[EXERCISE DESCRIPTION]: Please copy the data below exactly; none of the pictures in it belong in the copy.

[SOURCE RECORDS]:
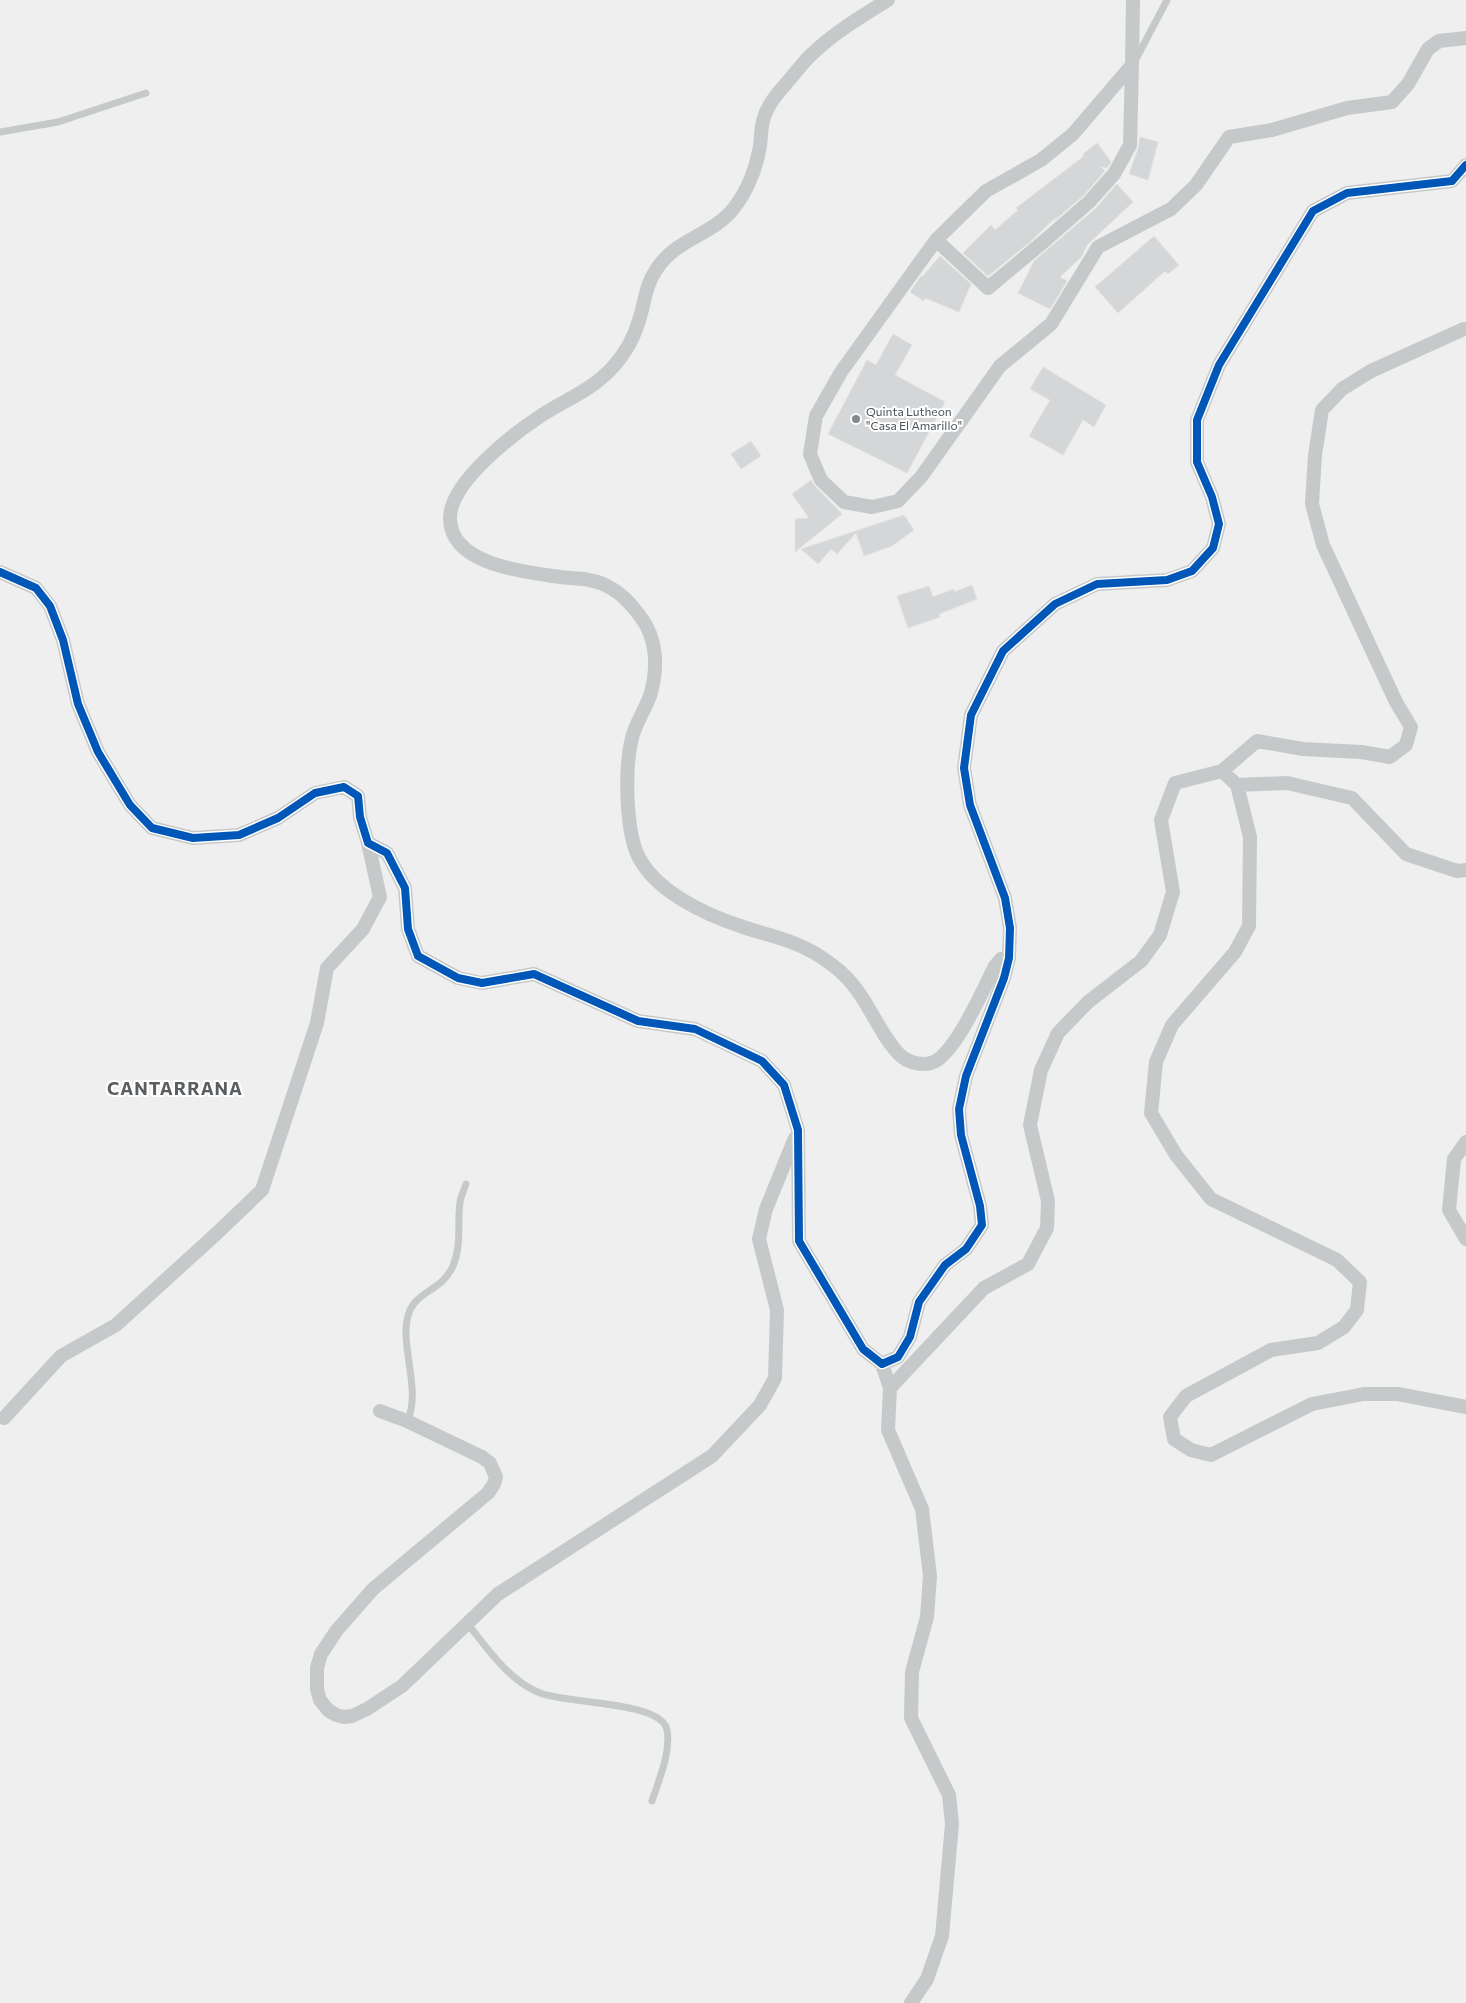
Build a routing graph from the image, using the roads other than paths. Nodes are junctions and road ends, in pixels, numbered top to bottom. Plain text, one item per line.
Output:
1 (888, 0) edge
2 (1132, 0) edge
3 (1167, 0) edge
4 (1466, 38) edge
5 (1132, 65) junction
6 (146, 93) dead end
7 (0, 132) edge
8 (1466, 165) edge
9 (936, 240) junction
10 (1464, 329) dead end
11 (0, 572) edge
12 (1222, 771) junction
13 (1237, 785) junction
14 (368, 843) junction
15 (1466, 870) edge
16 (1009, 958) junction
17 (798, 1130) junction
18 (1466, 1142) edge
19 (466, 1184) dead end
20 (1466, 1239) edge
21 (882, 1364) junction
22 (890, 1388) junction
23 (1466, 1407) edge
24 (380, 1411) dead end
25 (4, 1418) dead end
26 (406, 1421) junction
27 (466, 1623) junction
28 (652, 1800) dead end
29 (911, 2003) edge

1 - 16 street
2 - 5 street
3 - 5 lane
4 - 9 street
5 - 9 street
5 - 9 street
6 - 7 lane
8 - 16 street
10 - 12 street
11 - 14 street
12 - 13 street
12 - 22 street
13 - 15 street
13 - 23 street
14 - 17 street
14 - 25 street
16 - 21 street
17 - 21 street
17 - 27 street
18 - 20 street
19 - 26 lane
21 - 22 street
22 - 29 street
24 - 26 street
26 - 27 street
27 - 28 lane

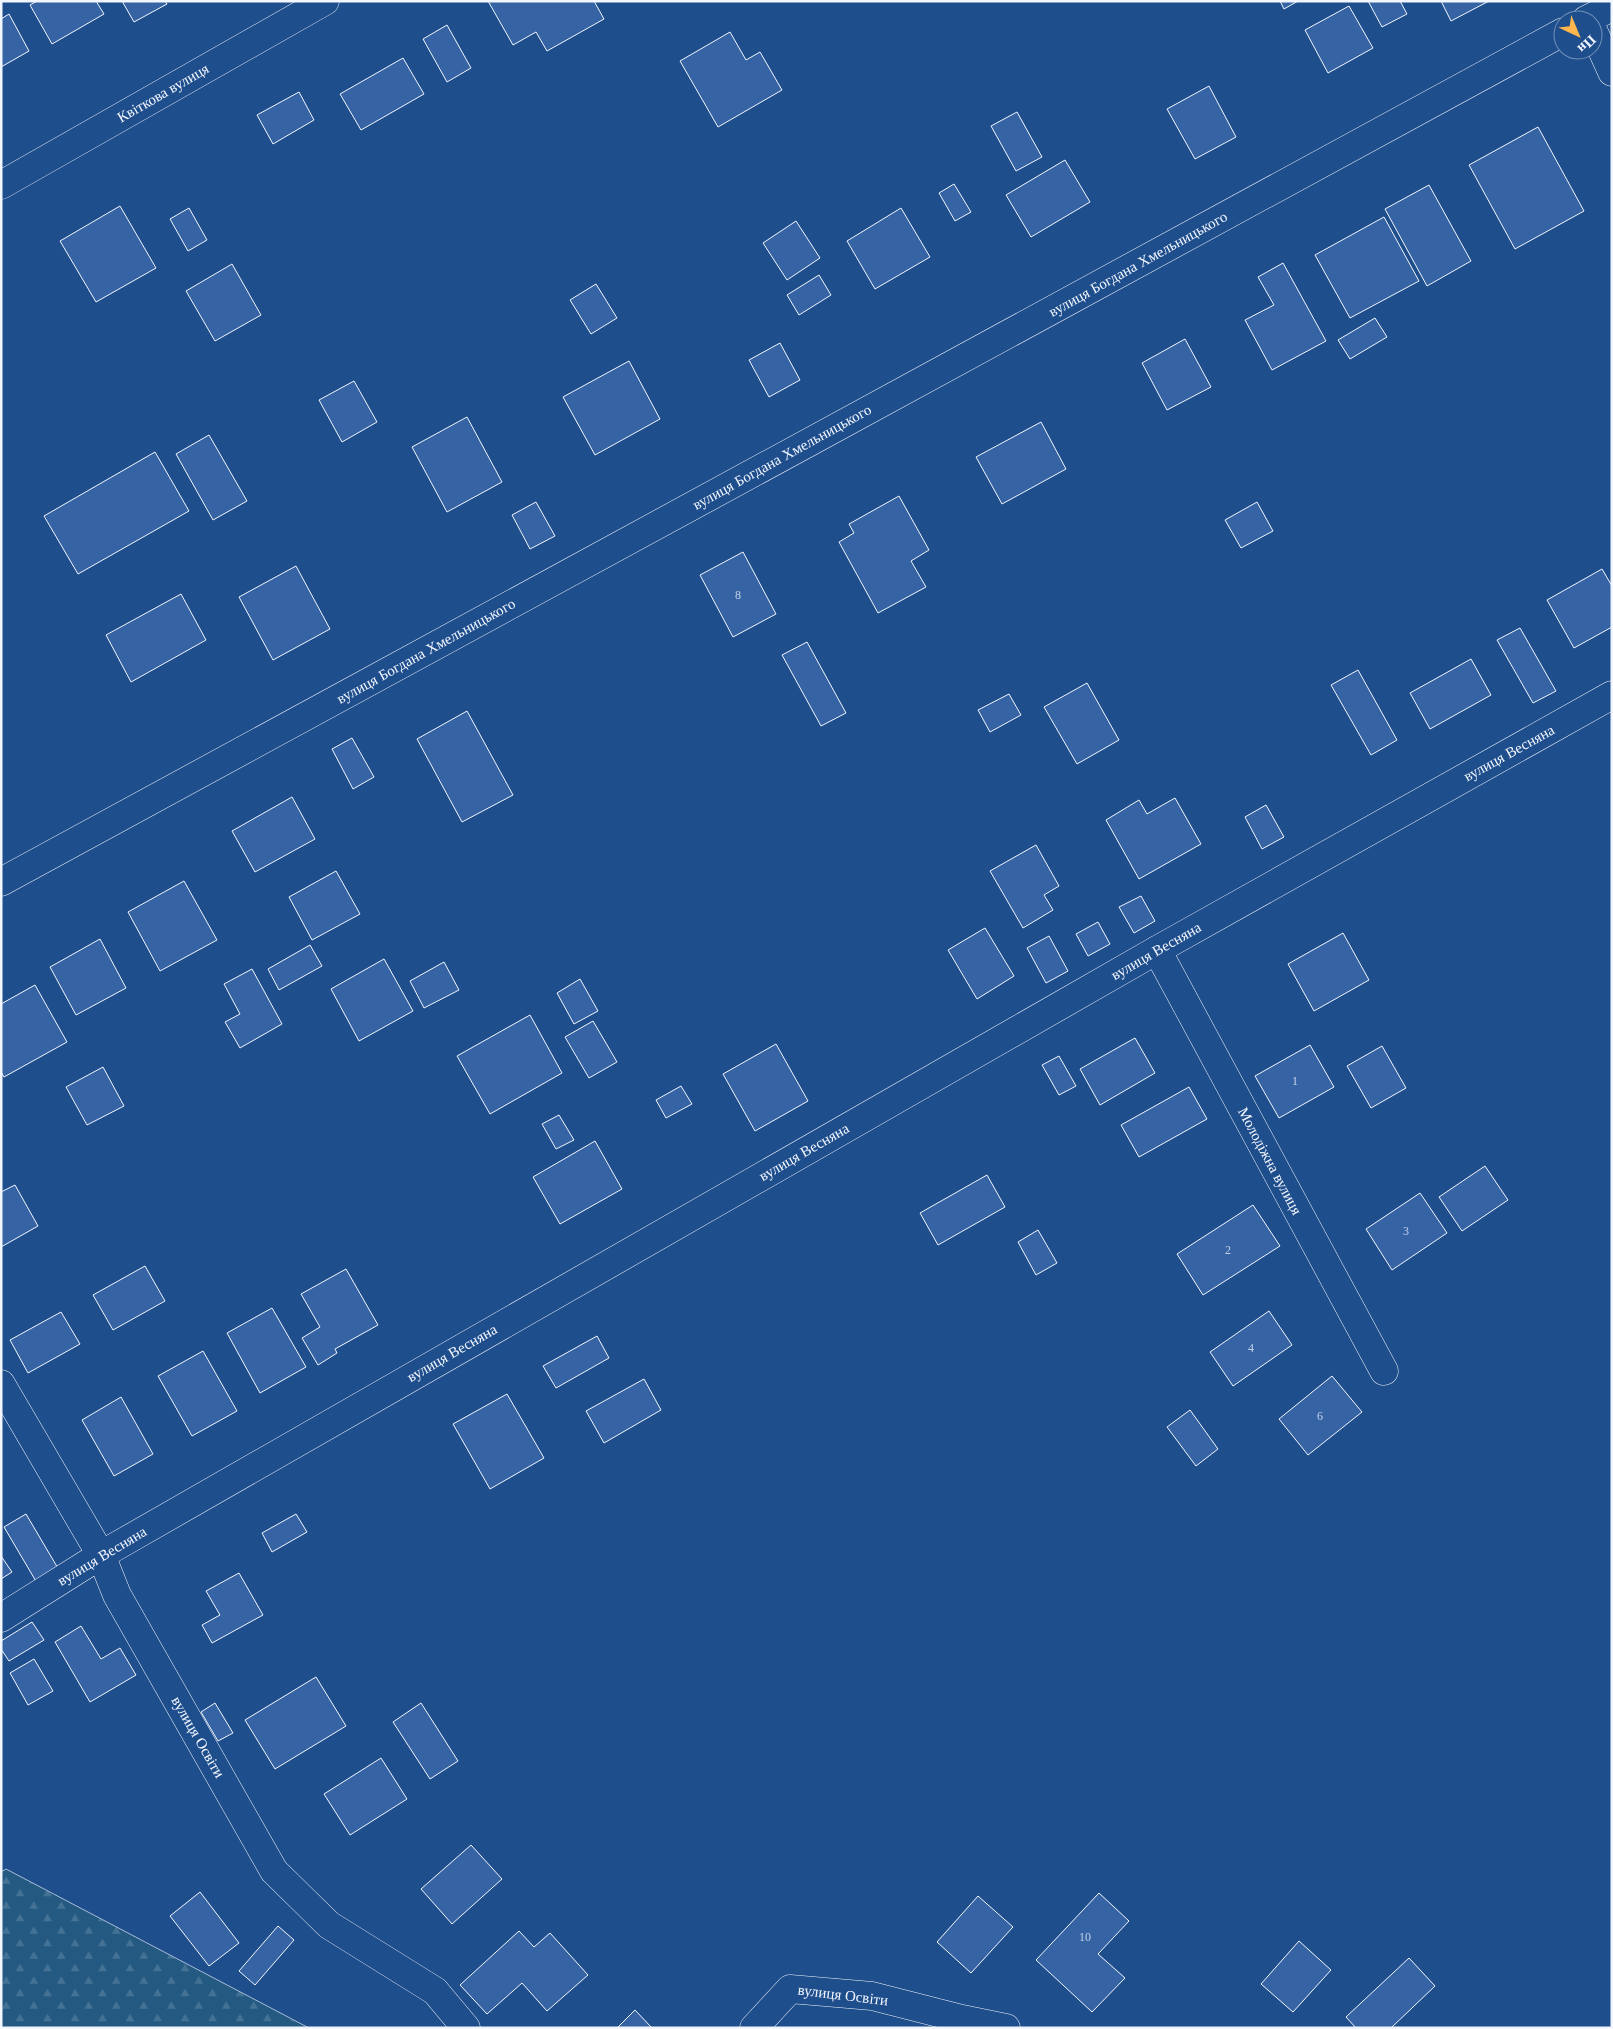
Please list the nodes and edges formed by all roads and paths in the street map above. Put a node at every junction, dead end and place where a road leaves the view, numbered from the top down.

[WRITTEN SOLUTION]:
Build a routing graph from the image, using the roads other than paths. Nodes are junctions and road ends, in pixels, numbered top to bottom. Plain text, one item per line.
Output:
1 (888, 0) edge
2 (1132, 0) edge
3 (1167, 0) edge
4 (1466, 38) edge
5 (1132, 65) junction
6 (146, 93) dead end
7 (0, 132) edge
8 (1466, 165) edge
9 (936, 240) junction
10 (1464, 329) dead end
11 (0, 572) edge
12 (1222, 771) junction
13 (1237, 785) junction
14 (368, 843) junction
15 (1466, 870) edge
16 (1009, 958) junction
17 (798, 1130) junction
18 (1466, 1142) edge
19 (466, 1184) dead end
20 (1466, 1239) edge
21 (882, 1364) junction
22 (890, 1388) junction
23 (1466, 1407) edge
24 (380, 1411) dead end
25 (4, 1418) dead end
26 (406, 1421) junction
27 (466, 1623) junction
28 (652, 1800) dead end
29 (911, 2003) edge

1 - 16 street
2 - 5 street
3 - 5 lane
4 - 9 street
5 - 9 street
5 - 9 street
6 - 7 lane
8 - 16 street
10 - 12 street
11 - 14 street
12 - 13 street
12 - 22 street
13 - 15 street
13 - 23 street
14 - 17 street
14 - 25 street
16 - 21 street
17 - 21 street
17 - 27 street
18 - 20 street
19 - 26 lane
21 - 22 street
22 - 29 street
24 - 26 street
26 - 27 street
27 - 28 lane

Please list the nodes and edges formed by all roads and paths in the street map above. Put a node at every junction, dead end and place where a road leaves the view, numbered from the top down.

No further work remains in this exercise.